The legislation also would task the Department of Energy with establishing a federal clean energy credit trading program within one year of the bill’s enactment. Under the program, net-zero emission sources would receive one full credit for every megawatt-hour (MWh) of energy sold, while low-carbon sources that emit less than 0.4 metric tons of carbon dioxide per MWh would be eligible for a partial credit.

State Action

Generation decisions historically have been made at the state level. More than half the states have developed generation portfolio standards, most often in the form of a RPS. In 1983, Iowa became the first state to implement a RPS with the passage of its Alternative Energy Law. Today, 29 states, Washington DC and three territories have established standards, each with different targets, qualifying energy sources, and credit systems. These standards have played a crucial role in the development of the nation’s renewable energy market. According to a 2018 study released by the Lawrence Berkley National Laboratory, at least half of the growth in US renewable energy generation since 2000 is attributable to state RPSs.

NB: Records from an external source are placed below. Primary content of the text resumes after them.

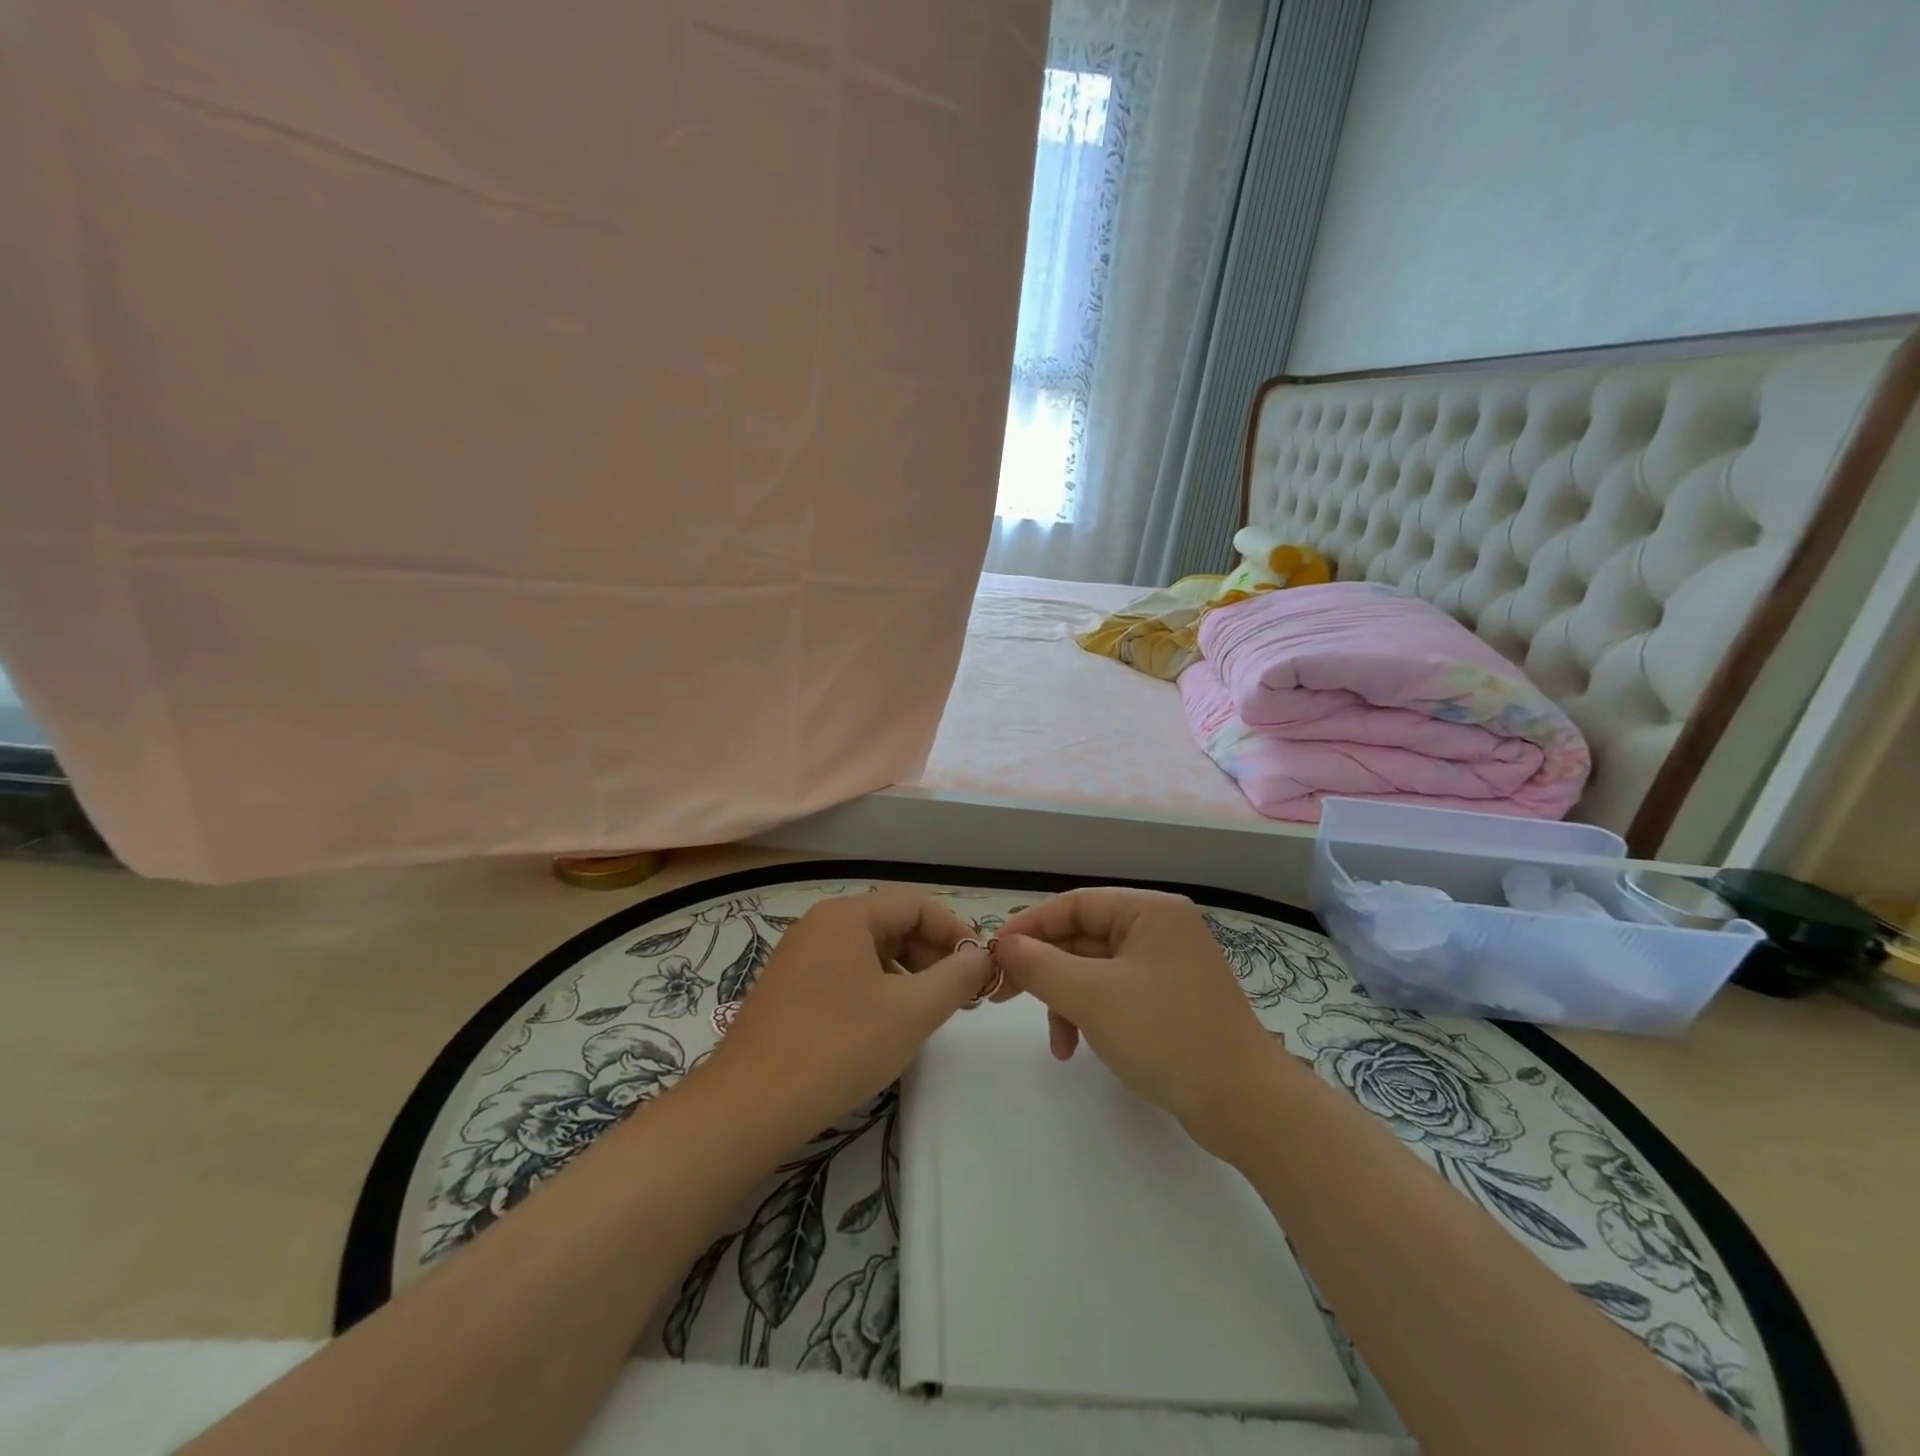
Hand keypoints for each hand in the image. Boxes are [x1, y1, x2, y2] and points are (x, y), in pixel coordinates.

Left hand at [699, 889, 994, 1140]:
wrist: (747, 1108)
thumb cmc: (838, 1048)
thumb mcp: (911, 1012)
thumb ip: (955, 976)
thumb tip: (981, 955)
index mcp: (846, 916)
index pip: (915, 903)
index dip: (954, 930)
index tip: (979, 966)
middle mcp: (819, 925)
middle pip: (891, 923)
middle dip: (931, 954)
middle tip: (959, 995)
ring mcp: (798, 957)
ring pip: (868, 951)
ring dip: (906, 974)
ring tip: (927, 1013)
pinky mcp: (787, 990)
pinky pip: (845, 973)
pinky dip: (876, 989)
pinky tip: (886, 1026)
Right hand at [994, 888, 1282, 1151]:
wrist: (1245, 1105)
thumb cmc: (1166, 1035)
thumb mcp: (1092, 996)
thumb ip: (1040, 966)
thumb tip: (1003, 947)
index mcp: (1149, 911)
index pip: (1074, 903)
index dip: (1029, 926)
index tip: (993, 954)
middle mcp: (1160, 929)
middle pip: (1083, 936)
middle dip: (1045, 969)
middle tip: (1003, 993)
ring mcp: (1167, 966)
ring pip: (1095, 969)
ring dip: (1066, 999)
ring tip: (1056, 1041)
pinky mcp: (1169, 1000)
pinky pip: (1114, 993)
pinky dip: (1090, 1014)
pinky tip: (1077, 1047)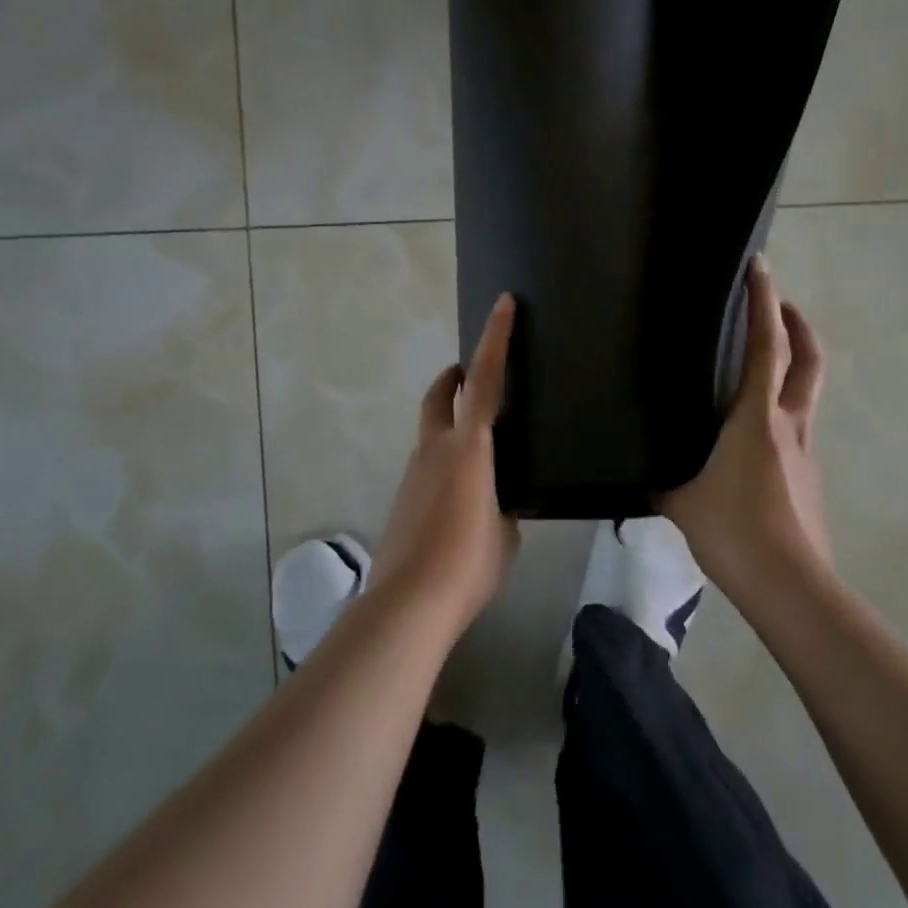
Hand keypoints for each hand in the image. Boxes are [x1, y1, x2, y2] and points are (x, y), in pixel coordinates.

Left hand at [371, 294, 519, 631]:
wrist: (409, 603)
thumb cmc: (468, 562)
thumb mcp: (505, 533)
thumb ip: (503, 507)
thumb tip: (500, 504)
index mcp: (468, 447)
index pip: (485, 380)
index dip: (495, 339)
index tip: (503, 304)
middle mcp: (435, 449)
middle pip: (440, 395)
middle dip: (455, 377)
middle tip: (472, 374)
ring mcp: (413, 473)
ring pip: (431, 431)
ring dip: (450, 423)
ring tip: (480, 450)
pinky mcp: (402, 498)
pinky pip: (427, 463)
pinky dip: (444, 460)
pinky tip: (461, 494)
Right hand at [662, 256, 833, 598]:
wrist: (789, 586)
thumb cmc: (733, 532)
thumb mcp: (680, 499)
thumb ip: (658, 477)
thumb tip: (638, 468)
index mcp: (756, 418)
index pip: (767, 346)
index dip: (764, 302)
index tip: (760, 268)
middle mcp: (789, 424)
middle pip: (807, 359)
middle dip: (796, 323)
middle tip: (776, 302)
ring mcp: (804, 450)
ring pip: (806, 391)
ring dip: (794, 362)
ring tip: (762, 360)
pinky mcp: (807, 475)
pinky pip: (795, 425)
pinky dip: (781, 406)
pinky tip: (753, 430)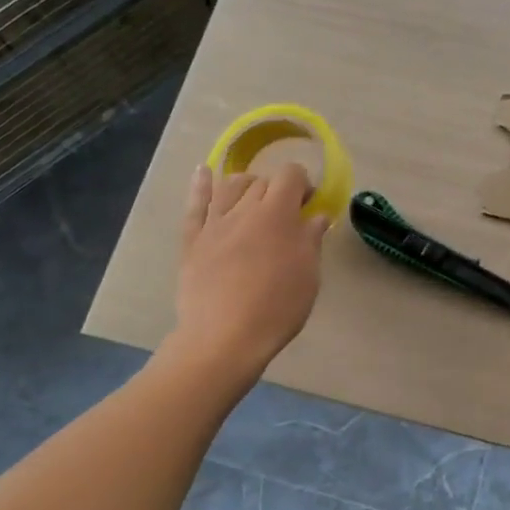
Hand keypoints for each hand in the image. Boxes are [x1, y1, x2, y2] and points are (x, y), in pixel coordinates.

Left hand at [171, 163, 329, 378]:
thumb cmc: (277, 307)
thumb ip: (311, 240)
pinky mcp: (192, 240)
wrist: (224, 337)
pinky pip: (195, 204)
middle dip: (277, 190)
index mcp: (278, 214)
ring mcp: (215, 223)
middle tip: (286, 215)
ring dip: (246, 185)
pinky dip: (200, 185)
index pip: (291, 175)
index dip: (303, 184)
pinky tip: (204, 172)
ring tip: (254, 200)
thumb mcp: (308, 275)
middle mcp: (245, 209)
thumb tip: (317, 216)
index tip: (308, 205)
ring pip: (230, 186)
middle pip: (262, 181)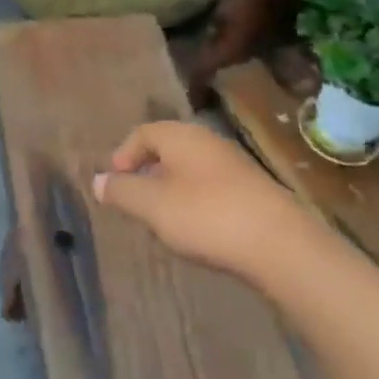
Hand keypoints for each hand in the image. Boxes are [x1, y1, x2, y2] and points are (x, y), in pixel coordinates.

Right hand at [92, 122, 307, 282]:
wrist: (281, 245)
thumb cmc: (207, 216)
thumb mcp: (153, 206)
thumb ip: (122, 191)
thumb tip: (97, 180)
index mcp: (181, 136)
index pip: (143, 133)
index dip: (123, 155)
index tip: (114, 183)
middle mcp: (207, 141)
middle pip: (167, 148)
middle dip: (147, 172)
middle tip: (135, 201)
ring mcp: (233, 164)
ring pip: (190, 169)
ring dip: (171, 188)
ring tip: (162, 219)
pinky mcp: (252, 190)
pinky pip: (211, 186)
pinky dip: (195, 201)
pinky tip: (197, 229)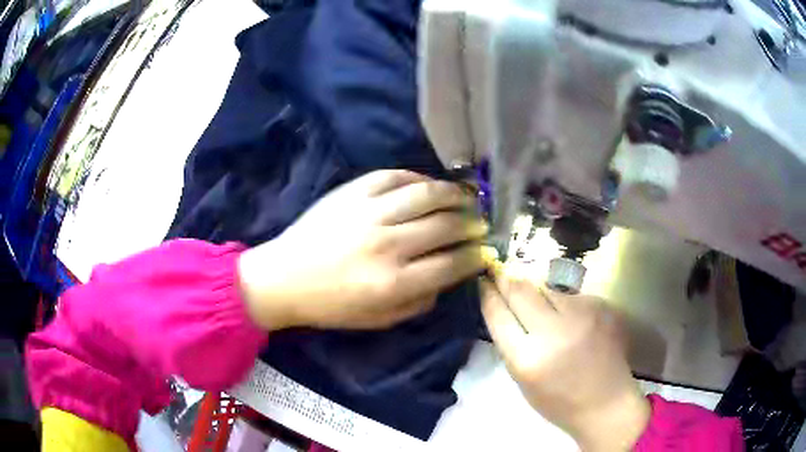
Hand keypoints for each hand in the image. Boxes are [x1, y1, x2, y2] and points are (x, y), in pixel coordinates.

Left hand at [238, 170, 486, 330]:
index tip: (485, 251)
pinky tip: (428, 184)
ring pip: (426, 194)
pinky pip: (394, 176)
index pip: (452, 264)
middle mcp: (387, 244)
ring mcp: (369, 212)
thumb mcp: (379, 319)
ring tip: (466, 197)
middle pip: (446, 226)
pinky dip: (417, 177)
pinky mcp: (352, 192)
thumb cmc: (331, 305)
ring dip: (454, 194)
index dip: (476, 256)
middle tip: (479, 223)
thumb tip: (448, 276)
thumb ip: (419, 302)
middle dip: (471, 224)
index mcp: (393, 282)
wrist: (284, 277)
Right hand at [480, 276, 649, 450]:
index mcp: (527, 359)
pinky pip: (571, 294)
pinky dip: (563, 301)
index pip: (498, 314)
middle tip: (499, 271)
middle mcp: (554, 331)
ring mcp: (581, 315)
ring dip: (536, 290)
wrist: (607, 403)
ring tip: (536, 298)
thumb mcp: (522, 382)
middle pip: (521, 290)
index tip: (483, 282)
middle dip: (506, 278)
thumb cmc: (559, 402)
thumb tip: (503, 309)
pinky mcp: (601, 307)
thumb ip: (511, 345)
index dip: (488, 294)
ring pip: (547, 287)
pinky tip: (569, 317)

Initially, RPS targets were fairly modest, but in recent years several states have aggressively updated their standards. In 2015, Hawaii became the first state to commit to obtaining all of its electricity from entirely renewable sources by 2045. Three years later, California passed similar legislation that requires the state to obtain 100% zero-carbon electricity in the same year as Hawaii. The District of Columbia passed a bill that obligates the city to gather all its power from renewable sources by 2032.

The wave of state-level clean energy policies has shown little sign of slowing down. In the first half of 2019, New Mexico, Nevada and Washington all passed laws that establish 100% clean energy goals. Additionally, Colorado, Florida, Maine, Massachusetts and New York are considering legislation that would decarbonize their power sectors before 2050. Notably, even states that historically have depended heavily on fossil fuels to meet power demands are considering strict renewable standards. For instance, Wisconsin Governor Tony Evers released a proposed budget in March that would require all the state’s power to be carbon-free by 2050, despite the fact that the state obtained 55% of its power from coal in 2017. Governors of other Midwestern states, like Illinois and Minnesota, have also recently expressed their support for decarbonizing their power sectors by midcentury.

At the federal or state level, government efforts to promote clean energy are accelerating, with significant implications for power supply and the nation’s utility industry.